To our knowledge, there were few studies investigating the association of SIRS with HE after ICH. A retrospective study of ICH patients at New York University (NYU) Langone Medical Center Manhattan Campus (New York, USA) found that SIRS was associated with HE within the first 24 h of the onset of symptoms,28 which was consistent with our findings. The SIRS is an immune-related aseptic inflammatory response common in various critically ill patients.10 The possible mechanisms of SIRS include: a pro-inflammatory response of inflammatory cytokines; an increased release of toxic substances such as excitatory amino acids, nitric oxide and free radicals; and an increased production of thrombin, which induces glial in neuronal apoptosis of cells.11, 29, 30 Previous studies focused on the association between SIRS and the outcomes after ICH. Boehme et al.12 found that patients with SIRS were at an increased risk of poor prognosis, but SIRS was not an independent predictor of poor functional outcomes after ICH. Melmed et al. suggested that the relationship between SIRS and poor clinical outcome was mediated by HE.28 An another study conducted by Hagen et al.11 explored the associations of SIRS with long-term functional outcome and contributing factors after ICH, the results of which showed independent associations of SIRS with larger hematoma volumes. The present study investigated the relationship between the risk of HE in ICH patients and body temperature, heart rate, respiratory rate, and WBC count. The findings suggested that respiratory rate >20 breaths/min and WBC count >12(109/L) or ≤4(109/L) were related to an increased risk of HE in patients with ICH.
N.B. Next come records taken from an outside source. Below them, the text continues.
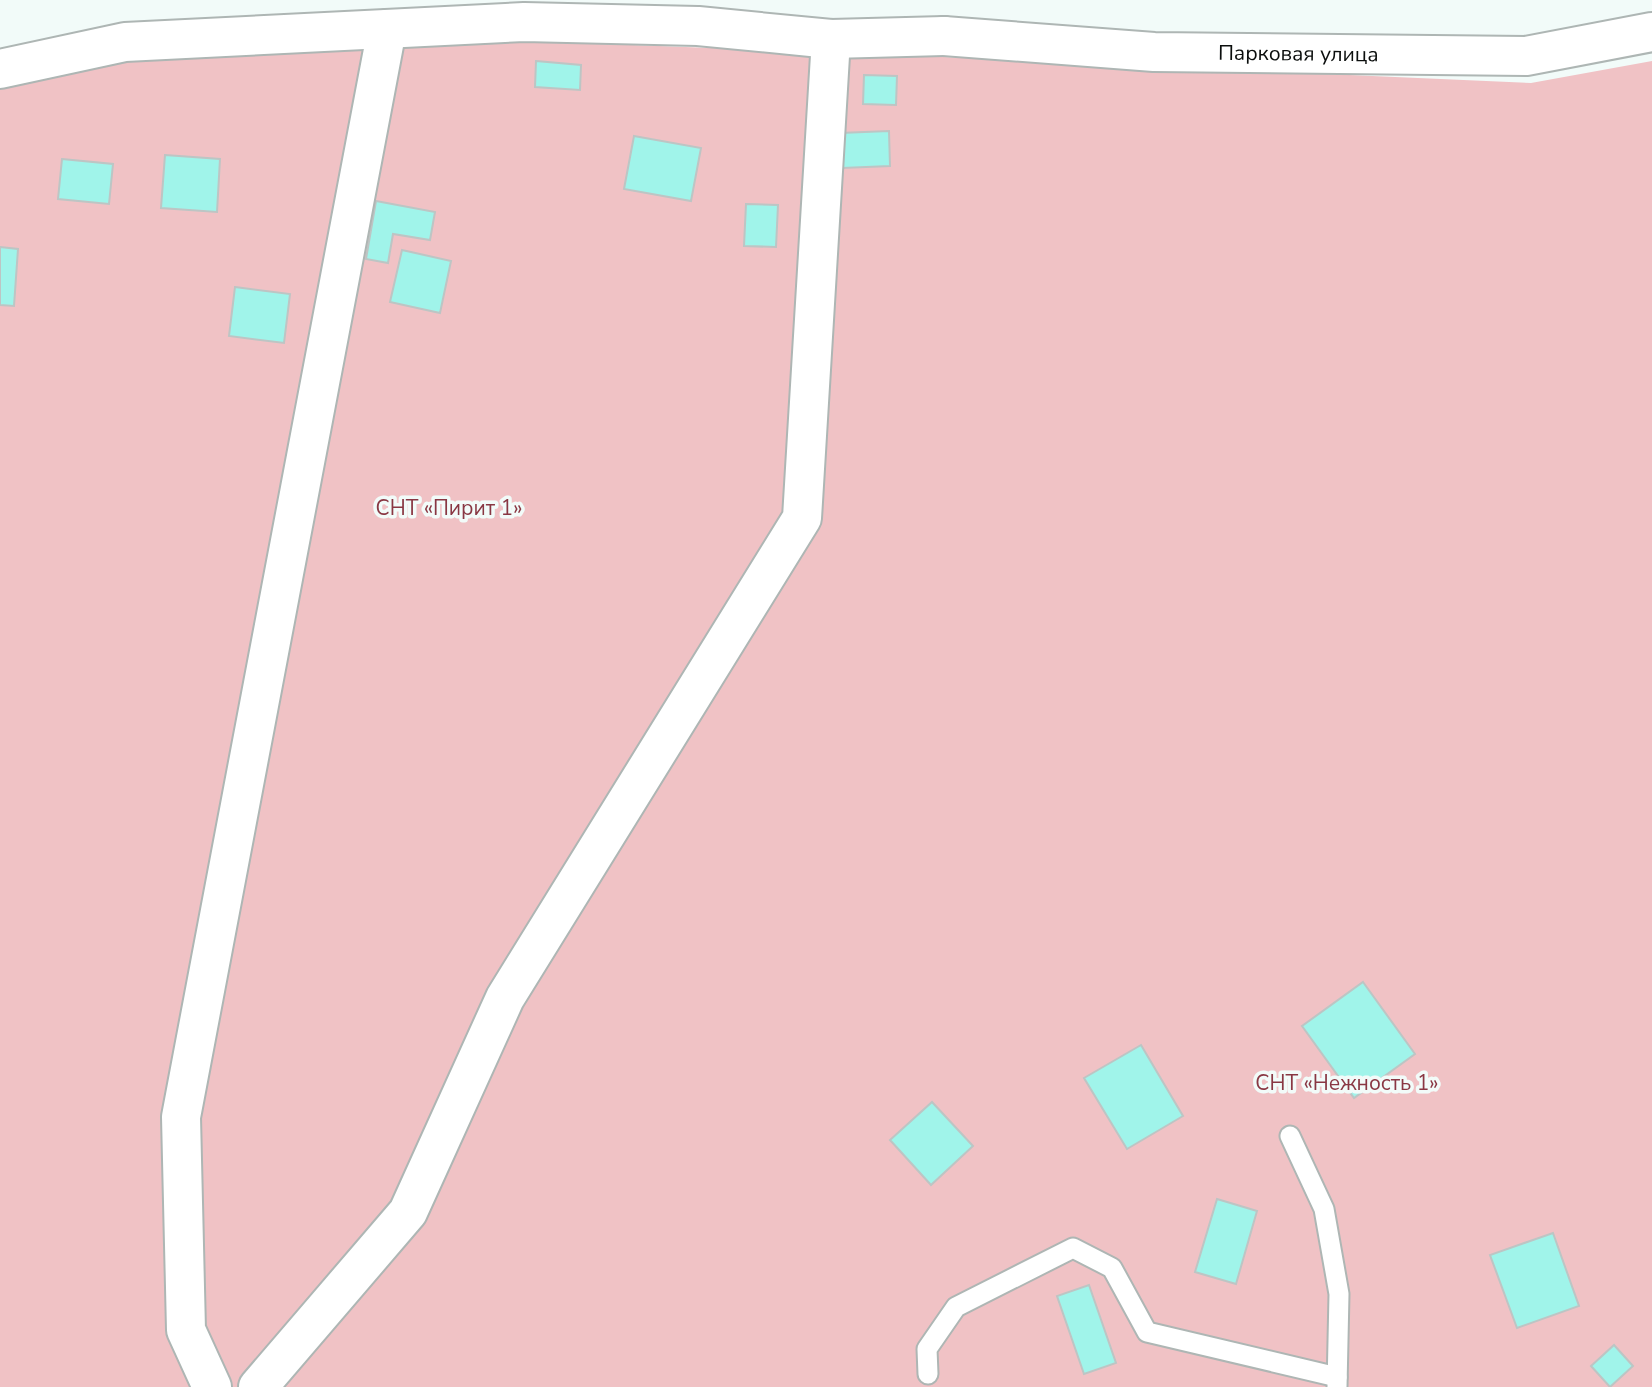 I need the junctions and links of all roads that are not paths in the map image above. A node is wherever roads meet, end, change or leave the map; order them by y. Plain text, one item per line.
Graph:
1 (387, 29) junction
2 (1652, 32) edge
3 (831, 39) junction
4 (0, 69) edge
5 (1290, 1136) dead end
6 (929, 1374) dead end
7 (1337, 1382) edge
8 (212, 1387) edge
9 (258, 1387) edge

1 - 3 street, Парковая улица
1 - 4 street, Парковая улица
1 - 8 street
2 - 3 street, Парковая улица
3 - 9 street
5 - 7 lane
6 - 7 lane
The strength of our study was a large sample size, which made the results more powerful and convincing. Unfortunately, it was a retrospective study and some clinical data were missing, such as the information on the use of antiplatelet drugs and anticoagulant drugs before the admission.
We have established that in patients with ICH, SIRS was positively associated to the risk of HE, especially regarding the indicators of respiratory rate and WBC count, which may help indentify the ICH patients. This finding may achieve the early prevention of HE in ICH patients and open targeted therapeutic regimens for improving the prognosis of patients with ICH.